Mais Alzheimer n’est pas qu’une sim­ple kyrielle d’am­nésies. Il asso­cie une perte de sens, un état de crise qui de stade en stade empire et annonce une suiv­ante. Si la Turquie était une per­son­ne, en plus de son refoulé per­ma­nent qui crée une psy­chose général­isée, on pour­rait dire qu’en vieil­lis­sant, elle cul­tive toutes sortes de pertes de mémoire, indi­quant un Alzheimer avéré.

Ça y est, je me sou­viens pourquoi ! C’est en rangeant les tor­chons de la presse de 2020, pour en faire des liasses, que ça m’est revenu.

Vous savez, il y a tou­jours la semaine d’un truc à faire ven­dre ou déblatér­er, la semaine du blanc,  la semaine de l’a­gri­cul­ture,  la semaine de l’én­ergie… Tout le monde à ça chez lui. Une fois la semaine de la femme passée par exem­ple, on s’empresse de nous la faire oubli­er pour celle de la force de l’homme turc.

Eh bien, fig­urez-vous que pen­dant mon range­ment de tor­chons, rien que sur les trois mois passés, j’ai pu faire des tas avec la semaine de la Syrie, la semaine du gaz, la semaine de la Libye, la semaine des traîtres du HDP, la semaine de la grandeur ottomane, la semaine de Sainte Sophie… Bref, des tas de trucs que j’avais oubliés depuis la semaine passée des “chiens d’Ar­méniens”, à peine inter­rompue par un cessez-le-feu pro­vi­soire. J’ai presque l’im­pres­sion, pour le dernier numéro entre mes mains, qu’on nous annonce une semaine de Chypre avec laque­lle je vais pou­voir faire une liasse aussi.

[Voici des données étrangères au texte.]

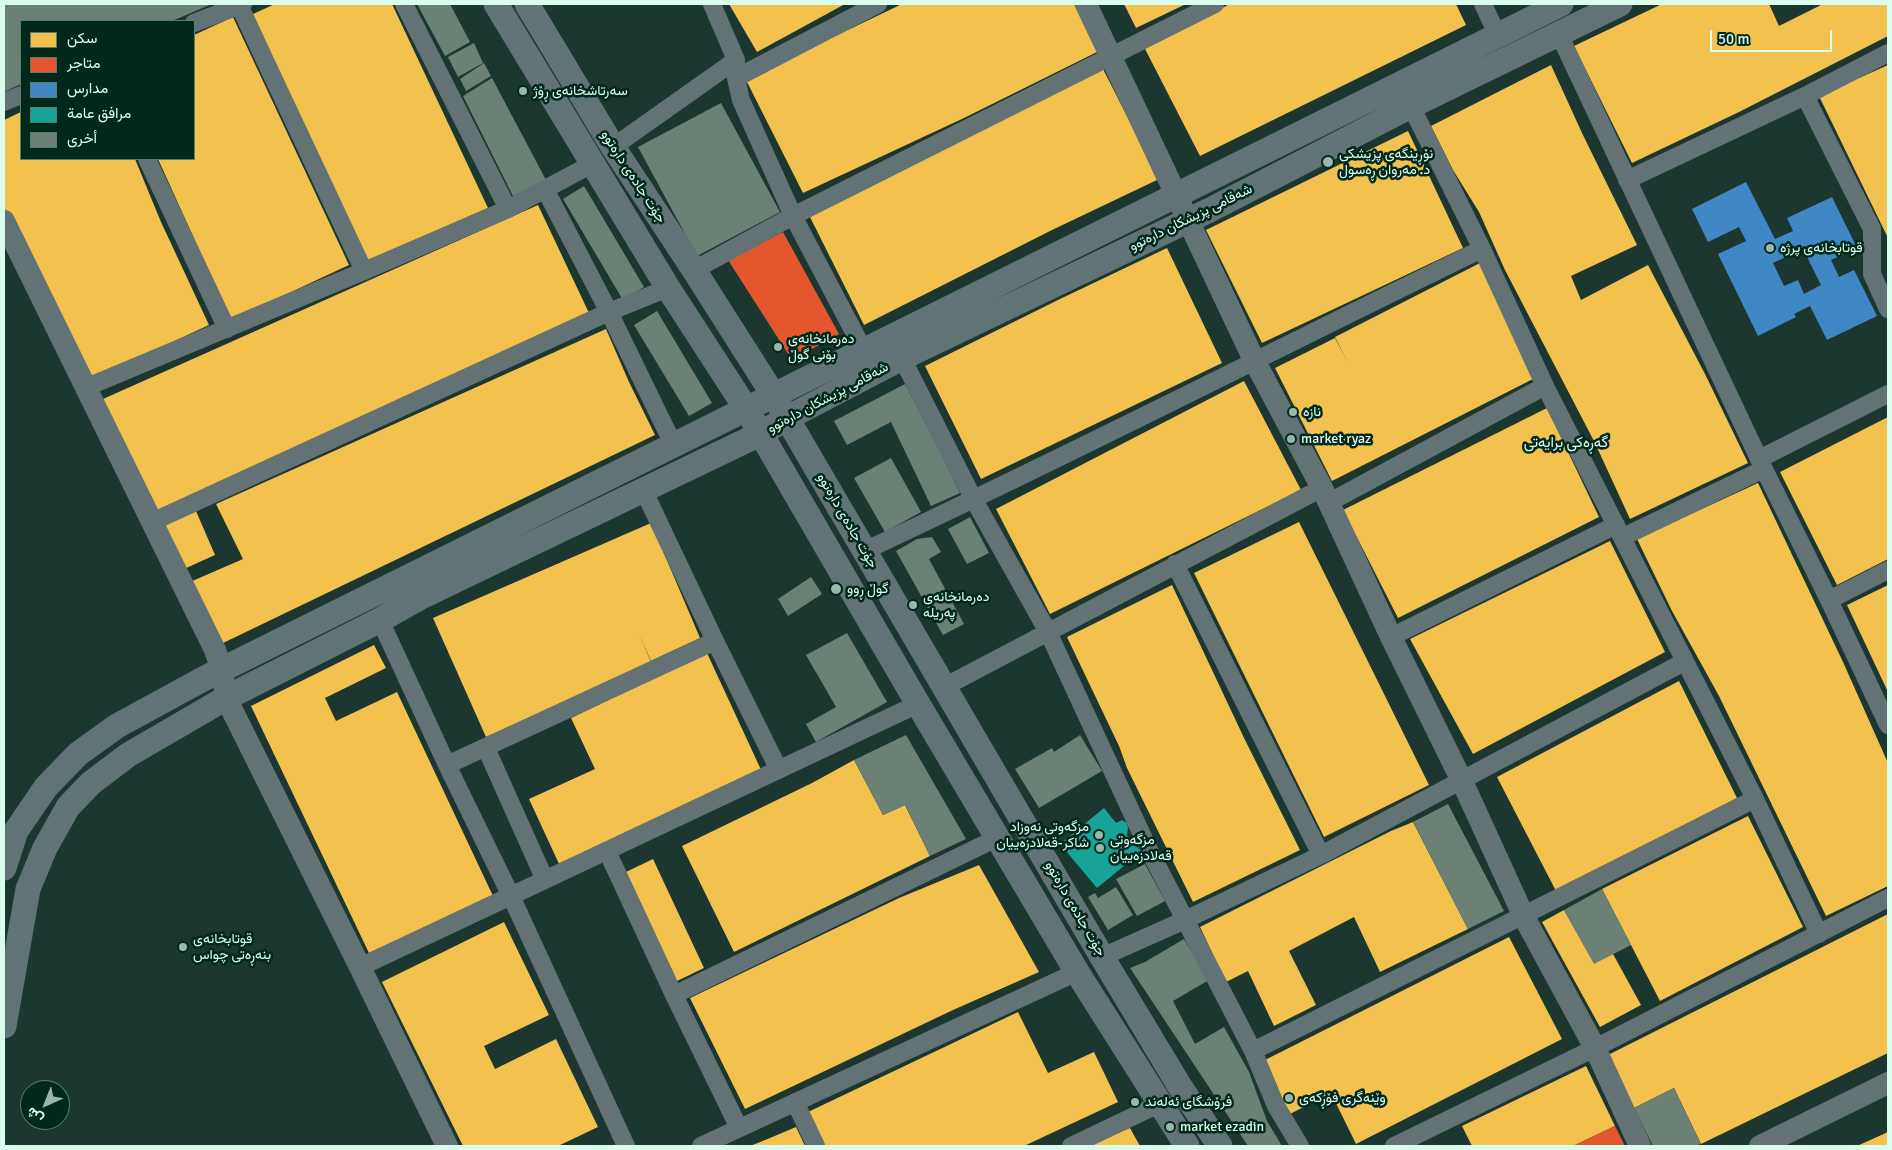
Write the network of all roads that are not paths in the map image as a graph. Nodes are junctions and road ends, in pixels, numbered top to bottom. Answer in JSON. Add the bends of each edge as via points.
{"nodes":[{"id":1,"x":241,"y":4,"type":"edge"},
{"id":2,"x":404,"y":4,"type":"edge"},
{"id":3,"x":496,"y":4,"type":"edge"},
{"id":4,"x":527,"y":4,"type":"edge"},
{"id":5,"x":712,"y":4,"type":"edge"},
{"id":6,"x":878,"y":4,"type":"edge"},
{"id":7,"x":1086,"y":4,"type":"edge"},
{"id":8,"x":1215,"y":4,"type":"edge"},
{"id":9,"x":1483,"y":4,"type":"edge"},
{"id":10,"x":1620,"y":4,"type":"edge"},
{"id":11,"x":1554,"y":8,"type":"edge"},
{"id":12,"x":195,"y":22,"type":"edge"},
{"id":13,"x":1559,"y":34,"type":"junction"},
{"id":14,"x":1498,"y":36,"type":"junction"},
{"id":15,"x":1888,"y":53,"type":"edge"},
{"id":16,"x":1111,"y":57,"type":"junction"},
{"id":17,"x":736,"y":69,"type":"junction"},
{"id":18,"x":20,"y":95,"type":"edge"},
{"id":19,"x":1805,"y":96,"type":"junction"},
{"id":20,"x":4,"y":102,"type":"edge"},
{"id":21,"x":1411,"y":106,"type":"junction"},
{"id":22,"x":613,"y":147,"type":"junction"},
{"id":23,"x":147,"y":160,"type":"edge"},
{"id":24,"x":592,"y":164,"type":"junction"},
{"id":25,"x":1627,"y":180,"type":"junction"},
{"id":26,"x":545,"y":189,"type":"junction"},
{"id":27,"x":1176,"y":196,"type":"junction"},
{"id":28,"x":508,"y":208,"type":"junction"},
{"id":29,"x":793,"y":216,"type":"junction"},
{"id":30,"x":4,"y":221,"type":"edge"},
{"id":31,"x":1188,"y":221,"type":"junction"},
{"id":32,"x":1482,"y":249,"type":"junction"},
{"id":33,"x":694,"y":270,"type":"junction"},
{"id":34,"x":364,"y":271,"type":"junction"},
{"id":35,"x":668,"y":288,"type":"junction"},
{"id":36,"x":1888,"y":309,"type":"edge"},
{"id":37,"x":609,"y":312,"type":"junction"},
{"id":38,"x":227,"y":329,"type":"junction"},
{"id":39,"x":864,"y":351,"type":"junction"},
{"id":40,"x":902,"y":358,"type":"junction"},
{"id":41,"x":1254,"y":360,"type":"junction"},
{"id":42,"x":1545,"y":386,"type":"junction"},
{"id":43,"x":87,"y":387,"type":"junction"},
{"id":44,"x":1888,"y":394,"type":"edge"},
{"id":45,"x":774,"y":396,"type":"junction"},
{"id":46,"x":747,"y":410,"type":"junction"},
{"id":47,"x":786,"y":418,"type":"junction"},
{"id":48,"x":762,"y":433,"type":"junction"},
{"id":49,"x":674,"y":446,"type":"junction"},
{"id":50,"x":1761,"y":464,"type":"junction"},
{"id":51,"x":643,"y":490,"type":"junction"},
{"id":52,"x":1325,"y":495,"type":"junction"},
{"id":53,"x":974,"y":500,"type":"junction"},
{"id":54,"x":152,"y":522,"type":"junction"},
{"id":55,"x":1620,"y":531,"type":"junction"},
{"id":56,"x":864,"y":551,"type":"junction"},
{"id":57,"x":1175,"y":564,"type":"junction"},
{"id":58,"x":1888,"y":570,"type":"edge"},
{"id":59,"x":1829,"y":600,"type":"junction"},
{"id":60,"x":380,"y":620,"type":"junction"},
{"id":61,"x":1048,"y":632,"type":"junction"},
{"id":62,"x":1391,"y":637,"type":"junction"},
{"id":63,"x":715,"y":642,"type":"junction"},
{"id":64,"x":1684,"y":662,"type":"junction"},
{"id":65,"x":222,"y":670,"type":"junction"},
{"id":66,"x":944,"y":687,"type":"junction"},
{"id":67,"x":226,"y":698,"type":"junction"},
{"id":68,"x":918,"y":704,"type":"junction"},
{"id":69,"x":1888,"y":725,"type":"edge"},
{"id":70,"x":486,"y":748,"type":"junction"},
{"id":71,"x":447,"y":765,"type":"junction"},
{"id":72,"x":779,"y":770,"type":"junction"},
{"id":73,"x":1461,"y":779,"type":"junction"},
{"id":74,"x":1755,"y":799,"type":"junction"},
{"id":75,"x":997,"y":838,"type":"junction"},
{"id":76,"x":607,"y":850,"type":"junction"},
{"id":77,"x":1320,"y":855,"type":"junction"},
{"id":78,"x":4,"y":868,"type":"edge"},
{"id":79,"x":545,"y":880,"type":"junction"},
{"id":80,"x":511,"y":896,"type":"junction"},
{"id":81,"x":1888,"y":898,"type":"edge"},
{"id":82,"x":1524,"y":917,"type":"junction"},
{"id":83,"x":1185,"y":920,"type":"junction"},
{"id":84,"x":1819,"y":934,"type":"junction"},
{"id":85,"x":1102,"y":957,"type":"junction"},
{"id":86,"x":360,"y":967,"type":"junction"},
{"id":87,"x":1077,"y":972,"type":"junction"},
{"id":88,"x":674,"y":995,"type":"junction"},
{"id":89,"x":4,"y":1026,"type":"edge"},
{"id":90,"x":1595,"y":1048,"type":"junction"},
{"id":91,"x":1253,"y":1051,"type":"junction"},
{"id":92,"x":1887,"y":1086,"type":"edge"},
{"id":93,"x":795,"y":1102,"type":"junction"},
{"id":94,"x":1159,"y":1104,"type":"junction"},
{"id":95,"x":739,"y":1128,"type":"junction"},
{"id":96,"x":1767,"y":1145,"type":"edge"},
{"id":97,"x":447,"y":1146,"type":"edge"},
{"id":98,"x":626,"y":1146,"type":"edge"},
{"id":99,"x":701,"y":1146,"type":"edge"},
{"id":100,"x":816,"y":1146,"type":"edge"},
{"id":101,"x":1070,"y":1146,"type":"edge"},
{"id":102,"x":1187,"y":1146,"type":"edge"},
{"id":103,"x":1220,"y":1146,"type":"edge"},
{"id":104,"x":1300,"y":1146,"type":"edge"},
{"id":105,"x":1394,"y":1146,"type":"edge"},
{"id":106,"x":1640,"y":1146,"type":"edge"}],
"edges":[{"from":1,"to":12,"type":"street"},
{"from":1,"to":34,"type":"street"},
{"from":2,"to":28,"type":"street"},
{"from":3,"to":24,"type":"main road","name":"جۆت جادەی دارەتوو"},
{"from":4,"to":22,"type":"main road","name":"جۆت جادەی دارەتوو"},
{"from":5,"to":17,"type":"street"},
{"from":6,"to":17,"type":"street"},
{"from":7,"to":16,"type":"street"},
{"from":8,"to":16,"type":"street"},
{"from":9,"to":14,"type":"street"},
{"from":10,"to":13,"type":"main road","name":"شەقامی پزیشکان دارەتوو"},
{"from":11,"to":13,"type":"main road"},
{"from":11,"to":14,"type":"main road","name":"شەقامی پزیشکان دارەتوو"},
{"from":13,"to":21,"type":"main road","name":"شەقامی پزیشکان دارەتوو"},
{"from":13,"to":25,"type":"street"},
{"from":14,"to":27,"type":"main road","name":"شەقامی پزیشکان دارەتوو"},
{"from":15,"to":19,"type":"street"},
{"from":16,"to":27,"type":"street"},
{"from":16,"to":29,"type":"street"},
{"from":17,"to":22,"type":"street"},
{"from":17,"to":29,"type":"street","via":[[741,100]]},
{"from":18,"to":20,"type":"street"},
{"from":19,"to":25,"type":"street"},
{"from":19,"to":36,"type":"street","via":[[1872,229],[1872,274]]},
{"from":21,"to":31,"type":"main road","name":"شەقامی پزیشکان دارەتوو"},
{"from":21,"to":32,"type":"street"},
{"from":22,"to":33,"type":"main road","name":"جۆت جادەی دارەتوو"},
{"from":23,"to":38,"type":"street"},
{"from":24,"to":26,"type":"street"},
{"from":24,"to":35,"type":"main road","name":"جۆت جادەی دارەتوو"},
{"from":25,"to":50,"type":"street"},
{"from":26,"to":28,"type":"street"},
{"from":26,"to":37,"type":"street"},
{"from":27,"to":31,"type":"street"},
{"from":27,"to":39,"type":"main road","name":"شەقامی پزیشکان دارەتوو"},
{"from":28,"to":34,"type":"street"},
{"from":29,"to":33,"type":"street"},
{"from":29,"to":39,"type":"street"},
{"from":30,"to":43,"type":"street"},
{"from":31,"to":40,"type":"main road","name":"شەقامی پزیشکان دارەتوو"},
{"from":31,"to":41,"type":"street"},
{"from":32,"to":41,"type":"street"},
{"from":32,"to":42,"type":"street"},
{"from":33,"to":45,"type":"main road","name":"جۆت جادەی دارەتوو"},
{"from":34,"to":38,"type":"street"},
{"from":35,"to":37,"type":"street"},
{"from":35,"to":46,"type":"main road","name":"جۆت جادەی دارەتوو"},
{"from":37,"to":49,"type":"street"},
{"from":37,"to":54,"type":"street"},
{"from":38,"to":43,"type":"street"},
{"from":39,"to":45,"type":"main road","name":"شەقامی پزیشکان دارەتوو"},
{"from":40,"to":47,"type":"main road","name":"شەقامی پزیشکان دارەتوو"},
{"from":40,"to":53,"type":"street"},
{"from":41,"to":52,"type":"street"},
{"from":41,"to":53,"type":"street"},
{"from":42,"to":52,"type":"street"},
{"from":42,"to":55,"type":"street"},
{"from":43,"to":54,"type":"street"},
{"from":44,"to":50,"type":"street"},
{"from":45,"to":46,"type":"main road","name":"شەقامی پزیشکان دارەتوو"},
{"from":45,"to":47,"type":"main road","name":"جۆت جادەی دارەتوو"},
{"from":46,"to":48,"type":"main road","name":"جۆت جادەی دارەتوو"},
{"from":46,"to":49,"type":"main road","name":"شەقامی پزیشکان دارەتوو"},
{"from":47,"to":48,"type":"main road","name":"شەقامی پزیشکان دارەتوو"},
{"from":47,"to":56,"type":"main road","name":"جۆت جادەی دارەتوو"},
{"from":48,"to":51,"type":"main road","name":"شەقامی پزیشکان دارەتوو"},
{"from":48,"to":68,"type":"main road","name":"جۆت جادەی دارەتوو"},
{"from":49,"to":65,"type":"main road","name":"شەقامی پزیشکان دارەتوو"},
{"from":50,"to":55,"type":"street"},
{"from":50,"to":59,"type":"street"},
{"from":51,"to":60,"type":"main road","name":"شەقامی پزیشکان دارەتوو"},
{"from":51,"to":63,"type":"street"},
{"from":52,"to":57,"type":"street"},
{"from":52,"to":62,"type":"street"},
{"from":53,"to":56,"type":"street"},
{"from":53,"to":61,"type":"street"},
{"from":54,"to":65,"type":"street"},
{"from":55,"to":62,"type":"street"},
{"from":55,"to":64,"type":"street"},
{"from":56,"to":66,"type":"main road","name":"جۆت جادەی دارەتوو"},
{"from":57,"to":61,"type":"street"},
{"from":57,"to":77,"type":"street"},
{"from":58,"to":59,"type":"street"},
{"from":59,"to":69,"type":"street"},
{"from":60,"to":67,"type":"main road","name":"شەقامی پزیشکان دارەتوو"},
{"from":60,"to":71,"type":"street"},
{"from":61,"to":66,"type":"street"},
{"from":61,"to":83,"type":"street"},
{"from":62,"to":73,"type":"street"},
{"from":63,"to":70,"type":"street"},
{"from":63,"to":72,"type":"street"},
{"from":64,"to":73,"type":"street"},
{"from":64,"to":74,"type":"street"},
{"from":65,"to":67,"type":"street"},
{"from":65,"to":78,"type":"main road","name":"شەقامی پزیشکان دارەتوو","via":[[117,726],[78,754],[46,786],[16,831]]},
{"from":66,"to":85,"type":"main road","name":"جۆت جادەی دارەتوو"},
{"from":67,"to":86,"type":"street"},
{"from":67,"to":89,"type":"main road","name":"شەقامی پزیشکان دارەتوو","via":[[128,755],[91,783],[68,807],[28,889]]},
{"from":68,"to":72,"type":"street"},
{"from":68,"to":75,"type":"main road","name":"جۆت جادەی دارەتوو"},
{"from":70,"to":71,"type":"street"},
{"from":70,"to":79,"type":"street"},
{"from":71,"to":80,"type":"street"},
{"from":72,"to":76,"type":"street"},
{"from":73,"to":77,"type":"street"},
{"from":73,"to":82,"type":"street"},
{"from":74,"to":82,"type":"street"},
{"from":74,"to":84,"type":"street"},
{"from":75,"to":87,"type":"main road","name":"جۆت جادەی دارەتوو"},
{"from":75,"to":88,"type":"street"},
{"from":76,"to":79,"type":"street"},
{"from":76,"to":88,"type":"street"},
{"from":77,"to":83,"type":"street"},
{"from":79,"to":80,"type":"street"},
{"from":80,"to":86,"type":"street"},
{"from":80,"to":98,"type":"street"},
{"from":81,"to":84,"type":"street"},
{"from":82,"to":90,"type":"street"},
{"from":82,"to":91,"type":"street"},
{"from":83,"to":85,"type":"street"},
{"from":83,"to":91,"type":"street"},
{"from":84,"to":90,"type":"street"},
{"from":85,"to":103,"type":"main road","name":"جۆت جادەی دارەتوو","via":[[1179,1086]]},
{"from":86,"to":97,"type":"street"},
{"from":87,"to":93,"type":"street"},
{"from":87,"to":94,"type":"main road","name":"جۆت جادەی دارەتوو"},
{"from":88,"to":95,"type":"street"},
{"from":90,"to":105,"type":"street"},
{"from":90,"to":106,"type":"street"},
{"from":91,"to":104,"type":"street","via":[[1276,1106]]},
{"from":92,"to":96,"type":"street"},
{"from":93,"to":95,"type":"street"},
{"from":93,"to":100,"type":"street"},
{"from":94,"to":101,"type":"street"},
{"from":94,"to":102,"type":"main road","name":"جۆت جادەی دارەتوو"},
{"from":95,"to":99,"type":"street"}]}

L’ac­tu­al­ité dont on fait des petits tas, et qu’on orne d’une ficelle, avant que de la con­fi­er à Alzheimer. Le seul point com­mun entre tout cela, c’est le bruit des bottes et des culass­es. Vous l’avez remar­qué ? D’où viens-je, dans quel état j’erre ?

La seule actu­al­ité dont je me sou­viens du coup, c’est mon “bon­heur d’être turque”. Parce que depuis ma petite enfance, on me l’a répété ce ser­ment, fait répéter, et fait re-répéter. Et je m’é­tonne que là aus­si, ce soit le seul point com­mun entre tout ce “qui se passe”. Alors, comme j’ai dépassé de loin mes qua­tre-vingt années, je m’interroge.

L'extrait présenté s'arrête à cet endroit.